图 5.8 vividly illustrates the statistical decision-making process of this hypothesis test. The figure plots the probability density curve of the standard normal distribution \(N(0,1)\), with the rejection regions for the two-sided \(\alpha = 0.05\) test shaded in red at both tails (i.e., the areas where \(z < -1.96\) and \(z > 1.96\)), and a green dashed line marks the position of the test statistic. As can be seen, the green dashed line falls near but outside the edge of the rejection region, very close to the critical value of 1.96 yet failing to cross it—entirely consistent with the numerical result of \(p = 0.054\) being slightly greater than 0.05. This figure eloquently illustrates the boundary-decision nature of “statistical significance”: hypothesis testing is not an absolute determination of whether an effect exists, but rather a probabilistic decision based on a preset threshold.
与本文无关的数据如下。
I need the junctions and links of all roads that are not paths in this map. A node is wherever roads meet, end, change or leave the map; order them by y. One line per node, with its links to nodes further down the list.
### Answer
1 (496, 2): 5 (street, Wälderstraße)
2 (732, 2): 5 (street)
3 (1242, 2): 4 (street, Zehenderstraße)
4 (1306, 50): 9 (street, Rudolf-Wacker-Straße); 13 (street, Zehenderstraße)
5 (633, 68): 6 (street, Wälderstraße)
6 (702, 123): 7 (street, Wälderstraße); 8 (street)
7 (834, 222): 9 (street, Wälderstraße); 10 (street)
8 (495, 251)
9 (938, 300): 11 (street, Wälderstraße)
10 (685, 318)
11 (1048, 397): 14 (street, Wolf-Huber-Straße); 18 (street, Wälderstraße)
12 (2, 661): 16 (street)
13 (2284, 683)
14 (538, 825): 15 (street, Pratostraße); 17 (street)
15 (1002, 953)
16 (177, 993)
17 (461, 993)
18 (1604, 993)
When the test statistic happens to fall near the critical value, one should make a comprehensive judgment by combining the effect size and actual business value, rather than mechanically relying on the binary criterion of \(p < 0.05\).

本章从点估计与区间估计出发,系统介绍了推断统计学的核心方法体系。我们首先通过最大似然估计(MLE)建立了参数估计的理论基础,然后深入讲解了置信区间的构造原理与频率学派解释,并通过长三角上市公司的真实财务数据演示了单样本t检验和双样本Welch t检验的完整流程。在启发式思考题中,我们通过蒙特卡洛模拟揭示了p值黑客、样本量与统计显著性的复杂关系,以及t分布对小样本推断的关键保护作用。这些内容为后续章节中更高级的统计建模方法——包括拟合优度检验、方差分析和回归分析——奠定了坚实的推断统计基础。

This chapter began with point estimation and interval estimation, systematically introducing the core methodological framework of inferential statistics. We first established the theoretical foundations of parameter estimation through maximum likelihood estimation (MLE), then provided an in-depth explanation of the construction principles and frequentist interpretation of confidence intervals, and demonstrated the complete workflow of one-sample t-tests and two-sample Welch t-tests using real financial data from Yangtze River Delta listed companies. In the heuristic exercises, we used Monte Carlo simulations to reveal the complex relationships among p-hacking, sample size, and statistical significance, as well as the critical protective role of the t-distribution for small-sample inference. These topics lay a solid inferential statistics foundation for the more advanced statistical modeling methods covered in subsequent chapters—including goodness-of-fit tests, analysis of variance, and regression analysis.